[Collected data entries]
Segment Open

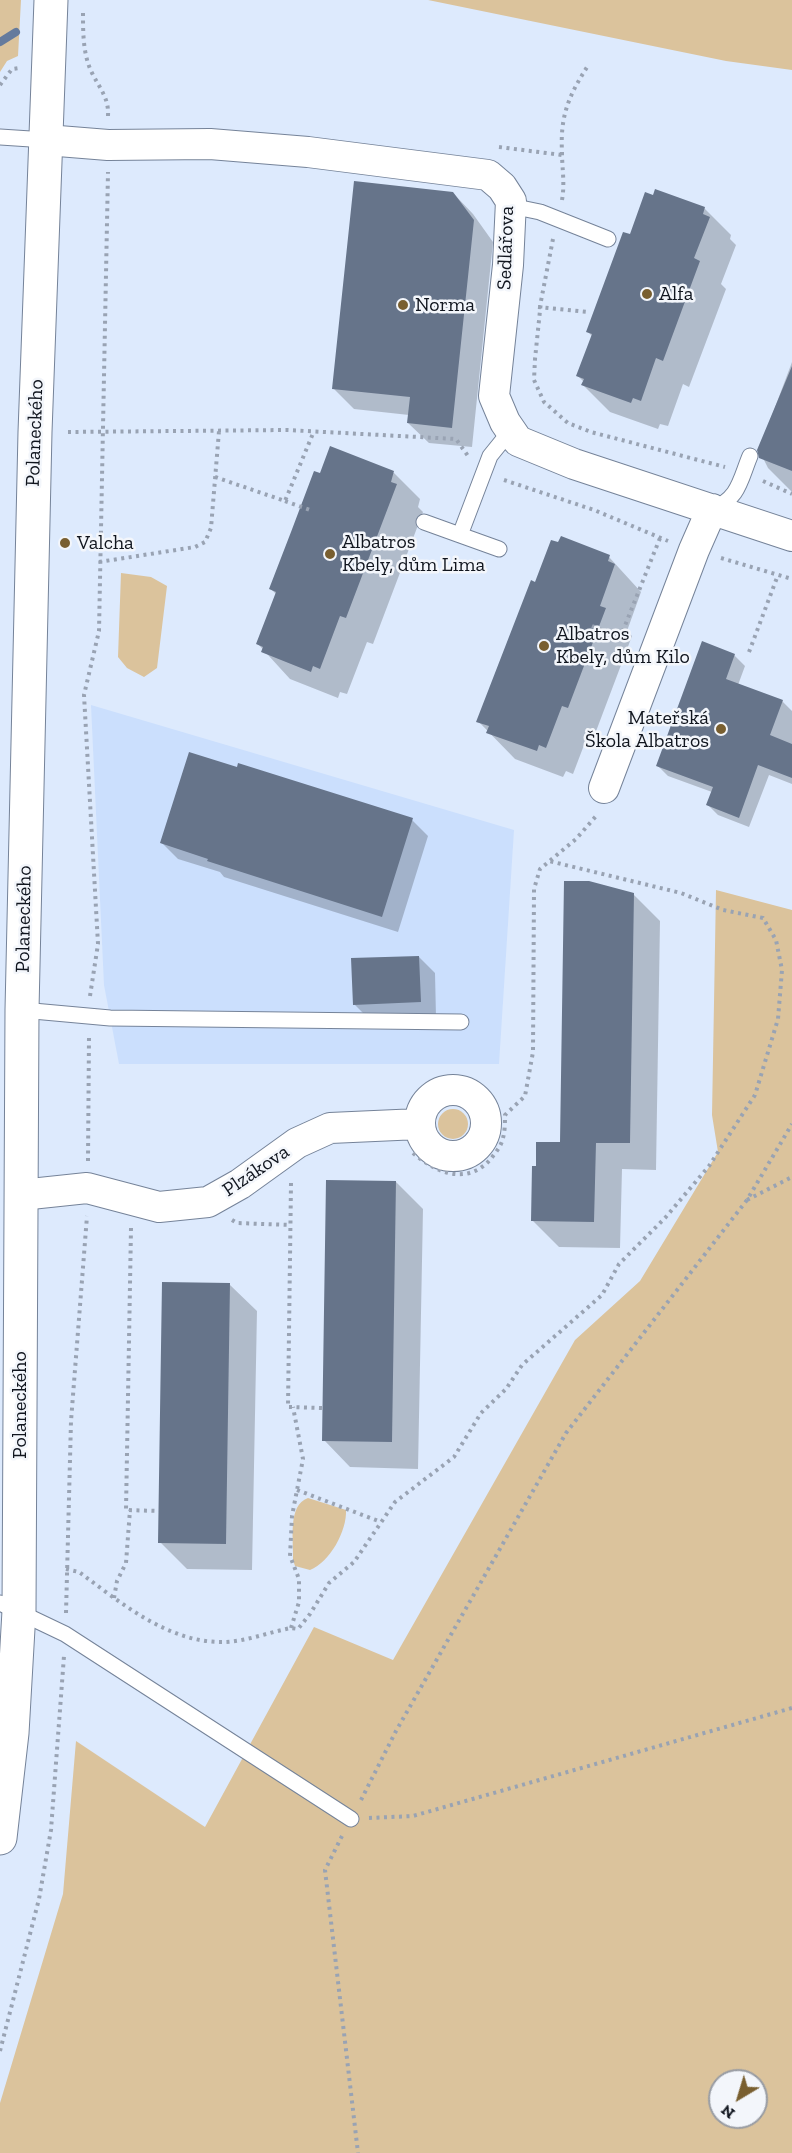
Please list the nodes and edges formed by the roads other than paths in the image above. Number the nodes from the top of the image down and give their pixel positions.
1 (51, 0) edge
2 (0, 137) edge
3 (46, 140) junction
4 (511, 206) junction
5 (608, 239) dead end
6 (511, 430) junction
7 (750, 456) dead end
8 (712, 509) junction
9 (424, 522) dead end
10 (460, 535) junction
11 (792, 536) edge
12 (499, 549) dead end
13 (604, 788) road end
14 (22, 1010) junction
15 (461, 1022) dead end
16 (414, 1137) road end
17 (21, 1195) junction
18 (9, 1607) edge
19 (351, 1819) road end
20 (0, 1838) edge

1 - 3 street, Polaneckého
2 - 3 lane
3 - 4 street, Sedlářova
3 - 14 street, Polaneckého
4 - 5 lane
4 - 6 street, Sedlářova
6 - 8 street, Sedlářova
6 - 10 lane
7 - 8 lane
8 - 11 street, Sedlářova
8 - 13 street
9 - 10 lane
10 - 12 lane
14 - 15 lane
14 - 17 street, Polaneckého
16 - 17 street, Plzákova
17 - 18 street, Polaneckého
18 - 19 lane
18 - 20 street, Polaneckého

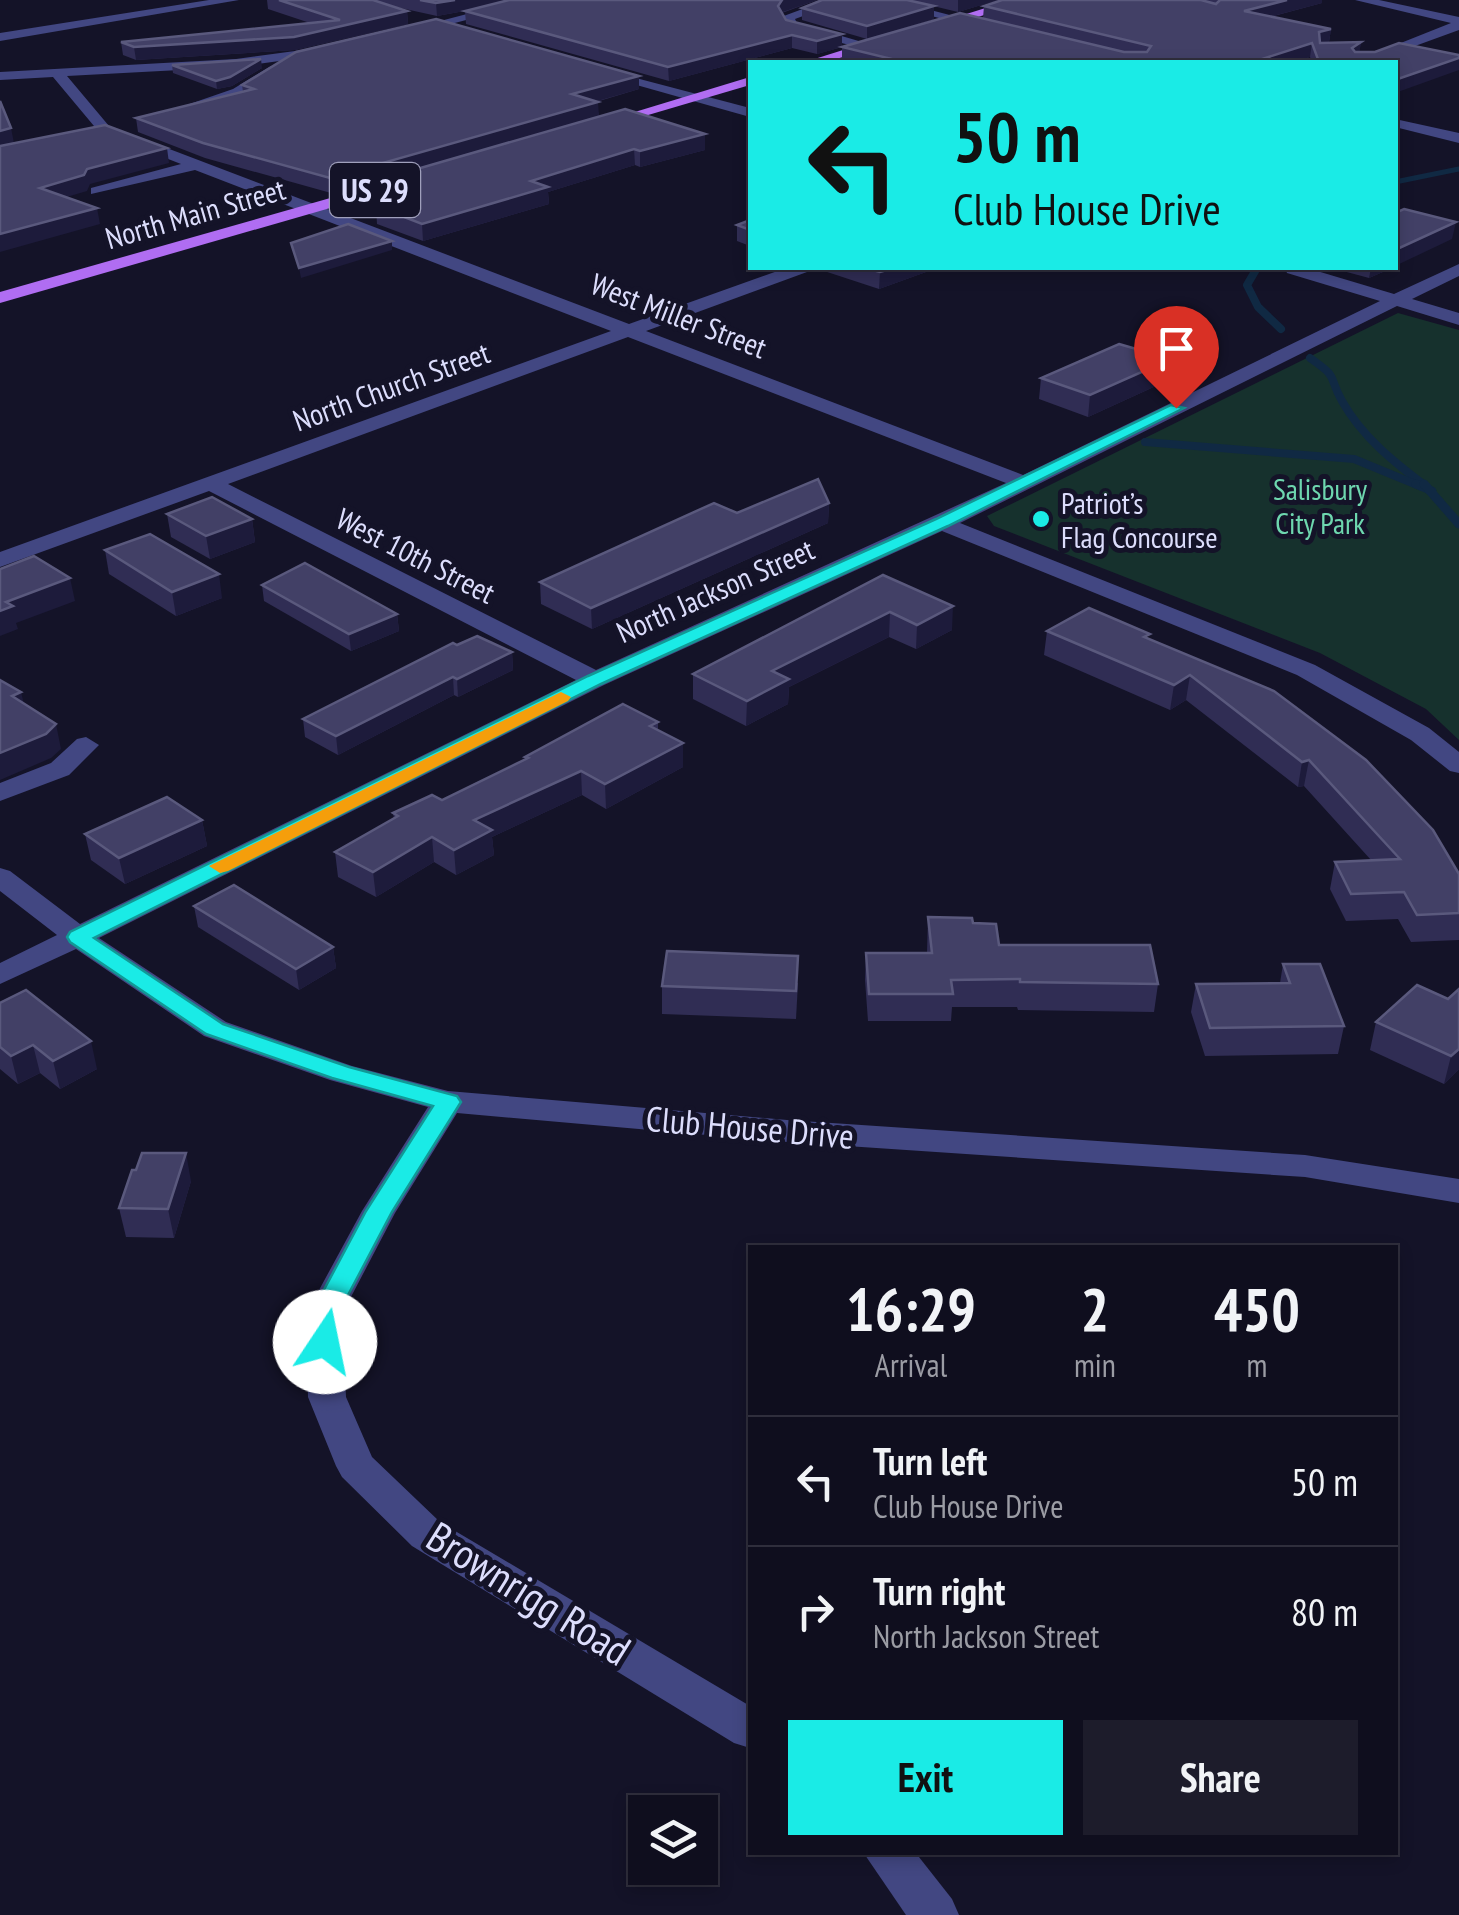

Segment Closed

Each record is to be restated word for word; no picture goes in.

_Task result_
Please list the nodes and edges formed by the roads other than paths in the image above. Number the nodes from the top of the image down and give their pixel positions.
1 (51, 0) edge
2 (0, 137) edge
3 (46, 140) junction
4 (511, 206) junction
5 (608, 239) dead end
6 (511, 430) junction
7 (750, 456) dead end
8 (712, 509) junction
9 (424, 522) dead end
10 (460, 535) junction
11 (792, 536) edge
12 (499, 549) dead end
13 (604, 788) road end
14 (22, 1010) junction
15 (461, 1022) dead end
16 (414, 1137) road end
17 (21, 1195) junction
18 (9, 1607) edge
19 (351, 1819) road end
20 (0, 1838) edge

1 - 3 street, Polaneckého
2 - 3 lane
3 - 4 street, Sedlářova
3 - 14 street, Polaneckého
4 - 5 lane
4 - 6 street, Sedlářova
6 - 8 street, Sedlářova
6 - 10 lane
7 - 8 lane
8 - 11 street, Sedlářova
8 - 13 street
9 - 10 lane
10 - 12 lane
14 - 15 lane
14 - 17 street, Polaneckého
16 - 17 street, Plzákova
17 - 18 street, Polaneckého
18 - 19 lane
18 - 20 street, Polaneckého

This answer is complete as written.